Wyobraź sobie, jak musi się czuć mój syn lub nasza córka, która jeszcze nie znalazła odpowiednich słów. Widząc, że ich tata jest bardziej zainteresowany czymś innym. Kolejne uderzenie rury roboczej.
A może potrzebujemy ich, żeby to zobaczyli. Aby pokazać nam, jak spędzamy czas, kim naprawdę jesteśmy. Więc możemy zobaczyć, kim chcemy być.
„Jak narkoman szukający rozwiązania, znajduję swoje sposoby. Poczekaj, aż wszyscy pójdą spać, otwórz laptopa.
Sara
Nasze dzieci uwielbiają gówno z ich taty. Nie widzi w nich różnicy, kiedy tam jest, a nie. Ja robię. Dla nich robi różnicę, gdy widzi, jak podejmuje wysiłek. To sprawia, że są szczęśliwsze, pomagają lepiej spać.

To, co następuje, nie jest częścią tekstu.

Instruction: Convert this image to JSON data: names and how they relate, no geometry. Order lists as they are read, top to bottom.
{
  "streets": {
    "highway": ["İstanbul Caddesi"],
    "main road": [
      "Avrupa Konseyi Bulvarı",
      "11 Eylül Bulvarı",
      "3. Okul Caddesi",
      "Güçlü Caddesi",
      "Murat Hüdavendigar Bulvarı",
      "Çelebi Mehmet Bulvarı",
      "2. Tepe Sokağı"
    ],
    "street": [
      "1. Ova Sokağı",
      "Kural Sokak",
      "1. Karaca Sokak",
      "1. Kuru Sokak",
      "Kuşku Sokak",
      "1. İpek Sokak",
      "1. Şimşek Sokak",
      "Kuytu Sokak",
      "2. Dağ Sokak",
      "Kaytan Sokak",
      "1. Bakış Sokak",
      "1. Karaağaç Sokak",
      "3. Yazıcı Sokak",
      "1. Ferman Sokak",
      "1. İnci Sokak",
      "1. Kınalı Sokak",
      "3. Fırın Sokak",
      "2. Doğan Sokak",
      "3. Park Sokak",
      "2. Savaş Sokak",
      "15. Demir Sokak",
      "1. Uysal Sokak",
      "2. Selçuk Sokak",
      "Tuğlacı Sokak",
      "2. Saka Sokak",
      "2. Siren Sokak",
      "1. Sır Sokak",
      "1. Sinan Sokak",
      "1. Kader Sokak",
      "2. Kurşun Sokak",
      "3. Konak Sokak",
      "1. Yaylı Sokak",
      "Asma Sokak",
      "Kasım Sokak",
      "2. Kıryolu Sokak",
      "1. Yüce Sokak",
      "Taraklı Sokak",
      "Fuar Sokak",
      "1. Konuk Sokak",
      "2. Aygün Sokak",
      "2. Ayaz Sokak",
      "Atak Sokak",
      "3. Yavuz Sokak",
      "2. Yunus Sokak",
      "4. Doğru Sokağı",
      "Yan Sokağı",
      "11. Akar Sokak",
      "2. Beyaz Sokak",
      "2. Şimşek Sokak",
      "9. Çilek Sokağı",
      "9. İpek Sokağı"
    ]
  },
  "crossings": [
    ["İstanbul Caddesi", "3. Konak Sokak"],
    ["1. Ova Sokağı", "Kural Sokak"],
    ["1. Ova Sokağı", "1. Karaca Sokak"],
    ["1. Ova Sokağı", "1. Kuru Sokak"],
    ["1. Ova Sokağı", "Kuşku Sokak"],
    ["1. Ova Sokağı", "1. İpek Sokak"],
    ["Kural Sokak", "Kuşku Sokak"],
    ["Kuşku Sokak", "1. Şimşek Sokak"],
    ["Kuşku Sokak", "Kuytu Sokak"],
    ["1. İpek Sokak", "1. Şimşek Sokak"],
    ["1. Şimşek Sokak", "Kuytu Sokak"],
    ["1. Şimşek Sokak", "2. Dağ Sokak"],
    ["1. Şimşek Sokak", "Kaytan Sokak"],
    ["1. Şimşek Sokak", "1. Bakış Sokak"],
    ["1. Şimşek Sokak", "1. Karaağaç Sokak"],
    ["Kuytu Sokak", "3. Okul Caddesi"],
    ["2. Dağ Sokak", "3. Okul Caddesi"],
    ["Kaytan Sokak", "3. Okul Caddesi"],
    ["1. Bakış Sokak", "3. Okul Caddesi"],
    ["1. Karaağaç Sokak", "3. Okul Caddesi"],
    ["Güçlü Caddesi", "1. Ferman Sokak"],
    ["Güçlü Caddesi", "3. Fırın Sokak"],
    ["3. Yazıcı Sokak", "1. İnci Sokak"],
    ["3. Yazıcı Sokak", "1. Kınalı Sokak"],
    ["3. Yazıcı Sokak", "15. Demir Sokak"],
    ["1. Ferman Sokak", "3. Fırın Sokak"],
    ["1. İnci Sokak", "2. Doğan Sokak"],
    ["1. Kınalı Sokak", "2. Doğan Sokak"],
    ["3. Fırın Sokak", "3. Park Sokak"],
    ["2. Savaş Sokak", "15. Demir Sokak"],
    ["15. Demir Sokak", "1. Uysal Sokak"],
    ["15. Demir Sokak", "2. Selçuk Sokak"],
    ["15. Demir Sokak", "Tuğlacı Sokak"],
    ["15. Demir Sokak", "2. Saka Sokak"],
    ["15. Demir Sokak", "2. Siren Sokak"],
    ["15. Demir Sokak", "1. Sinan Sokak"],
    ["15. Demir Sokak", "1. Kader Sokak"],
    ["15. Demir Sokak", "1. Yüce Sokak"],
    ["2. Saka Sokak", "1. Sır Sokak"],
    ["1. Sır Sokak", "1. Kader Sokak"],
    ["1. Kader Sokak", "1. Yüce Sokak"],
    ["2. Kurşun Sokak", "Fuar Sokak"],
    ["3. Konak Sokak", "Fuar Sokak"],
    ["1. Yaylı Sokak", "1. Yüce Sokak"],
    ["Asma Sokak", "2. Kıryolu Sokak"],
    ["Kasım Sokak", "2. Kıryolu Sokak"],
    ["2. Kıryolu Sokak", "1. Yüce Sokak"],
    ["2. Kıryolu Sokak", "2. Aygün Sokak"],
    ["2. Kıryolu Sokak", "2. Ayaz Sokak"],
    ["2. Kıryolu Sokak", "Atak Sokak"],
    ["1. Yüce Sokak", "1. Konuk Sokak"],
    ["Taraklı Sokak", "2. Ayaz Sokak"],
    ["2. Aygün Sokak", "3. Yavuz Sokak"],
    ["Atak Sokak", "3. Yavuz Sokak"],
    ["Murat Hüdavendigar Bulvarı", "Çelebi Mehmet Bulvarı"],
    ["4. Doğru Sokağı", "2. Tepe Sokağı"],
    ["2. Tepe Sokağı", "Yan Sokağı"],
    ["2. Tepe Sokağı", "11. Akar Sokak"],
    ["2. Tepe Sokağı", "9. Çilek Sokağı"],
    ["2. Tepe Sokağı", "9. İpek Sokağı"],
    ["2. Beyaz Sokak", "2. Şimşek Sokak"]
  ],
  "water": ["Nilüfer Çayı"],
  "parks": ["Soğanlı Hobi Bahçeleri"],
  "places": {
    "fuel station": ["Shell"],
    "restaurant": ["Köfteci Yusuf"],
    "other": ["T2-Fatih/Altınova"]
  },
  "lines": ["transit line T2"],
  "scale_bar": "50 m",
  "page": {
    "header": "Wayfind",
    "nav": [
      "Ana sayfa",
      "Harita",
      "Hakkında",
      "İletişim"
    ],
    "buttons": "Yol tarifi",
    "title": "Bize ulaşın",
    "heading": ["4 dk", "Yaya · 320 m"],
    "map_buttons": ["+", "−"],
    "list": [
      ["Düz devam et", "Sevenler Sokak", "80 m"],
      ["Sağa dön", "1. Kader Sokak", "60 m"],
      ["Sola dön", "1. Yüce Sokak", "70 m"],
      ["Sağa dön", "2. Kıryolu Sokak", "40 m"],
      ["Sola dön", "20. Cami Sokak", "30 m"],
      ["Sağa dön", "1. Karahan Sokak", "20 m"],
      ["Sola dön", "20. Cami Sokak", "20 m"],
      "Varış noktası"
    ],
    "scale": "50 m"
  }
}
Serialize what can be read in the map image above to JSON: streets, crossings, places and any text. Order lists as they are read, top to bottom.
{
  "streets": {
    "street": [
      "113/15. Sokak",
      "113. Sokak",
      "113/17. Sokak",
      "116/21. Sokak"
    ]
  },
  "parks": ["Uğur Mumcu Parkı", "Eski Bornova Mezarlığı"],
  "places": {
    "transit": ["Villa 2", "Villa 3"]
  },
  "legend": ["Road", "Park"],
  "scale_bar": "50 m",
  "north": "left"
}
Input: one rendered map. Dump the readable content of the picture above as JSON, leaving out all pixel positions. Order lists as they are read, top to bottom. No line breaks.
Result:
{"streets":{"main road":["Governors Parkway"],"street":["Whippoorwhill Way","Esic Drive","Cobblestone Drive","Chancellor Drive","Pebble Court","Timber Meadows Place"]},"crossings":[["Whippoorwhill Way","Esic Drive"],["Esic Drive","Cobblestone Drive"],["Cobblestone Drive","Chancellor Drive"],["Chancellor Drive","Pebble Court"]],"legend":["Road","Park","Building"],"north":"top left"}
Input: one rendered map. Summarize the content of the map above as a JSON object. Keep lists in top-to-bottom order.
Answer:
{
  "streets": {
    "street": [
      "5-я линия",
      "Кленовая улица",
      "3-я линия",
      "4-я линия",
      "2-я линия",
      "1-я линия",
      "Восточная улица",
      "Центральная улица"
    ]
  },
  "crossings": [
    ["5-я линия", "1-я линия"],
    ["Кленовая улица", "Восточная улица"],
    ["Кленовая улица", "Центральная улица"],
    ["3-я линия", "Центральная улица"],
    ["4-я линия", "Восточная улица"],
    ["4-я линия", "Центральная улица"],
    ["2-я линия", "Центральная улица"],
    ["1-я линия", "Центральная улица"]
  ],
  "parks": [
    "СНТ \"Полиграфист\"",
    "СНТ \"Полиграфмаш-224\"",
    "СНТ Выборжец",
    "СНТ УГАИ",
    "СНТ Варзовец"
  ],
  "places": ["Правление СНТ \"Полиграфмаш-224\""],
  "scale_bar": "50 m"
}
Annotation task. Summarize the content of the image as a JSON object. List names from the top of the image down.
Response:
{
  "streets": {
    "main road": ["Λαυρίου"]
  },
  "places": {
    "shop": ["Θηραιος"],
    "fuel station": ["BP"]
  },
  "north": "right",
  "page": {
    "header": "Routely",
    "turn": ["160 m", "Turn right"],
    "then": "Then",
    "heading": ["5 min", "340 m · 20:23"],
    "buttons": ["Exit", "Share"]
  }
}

Myślę, że wcześniejszy powrót do domu jest również dobry dla Roya. Daje mu w życiu coś, co zapewnia ten sam przebój, co praca dała mu przez te wszystkie lata. I to dla niego wyzwanie, aby zdecydować między swoimi dwiema ulubionymi rzeczami. (Chciałbym, żebym to nie był ja, ale nie przeszkadza mi to. Ma szczęście, że jestem introwertykiem.)
Cieszę się, że mój syn może tak wyraźnie wyrażać swoje uczucia. Biorąc pod uwagę, jak wszyscy jesteśmy zajęci, jak bardzo jesteśmy poza miastem, przez wszystkie noce, aby być dorosłymi, wspaniale jest, gdy zwracają na nas uwagę. Nasz syn robiący to zdjęcie jest dla mnie sygnałem, że robimy coś dobrze.
Roy
Będę nosił to zdjęcie w mojej torbie jeszcze przez długi czas. To teraz ekran główny mojego telefonu. Wpatruję się w to, myślę o tym i pamiętam, że kiedy pozwalam, by moje wymówki miały nade mną przewagę, on widzi, co jest.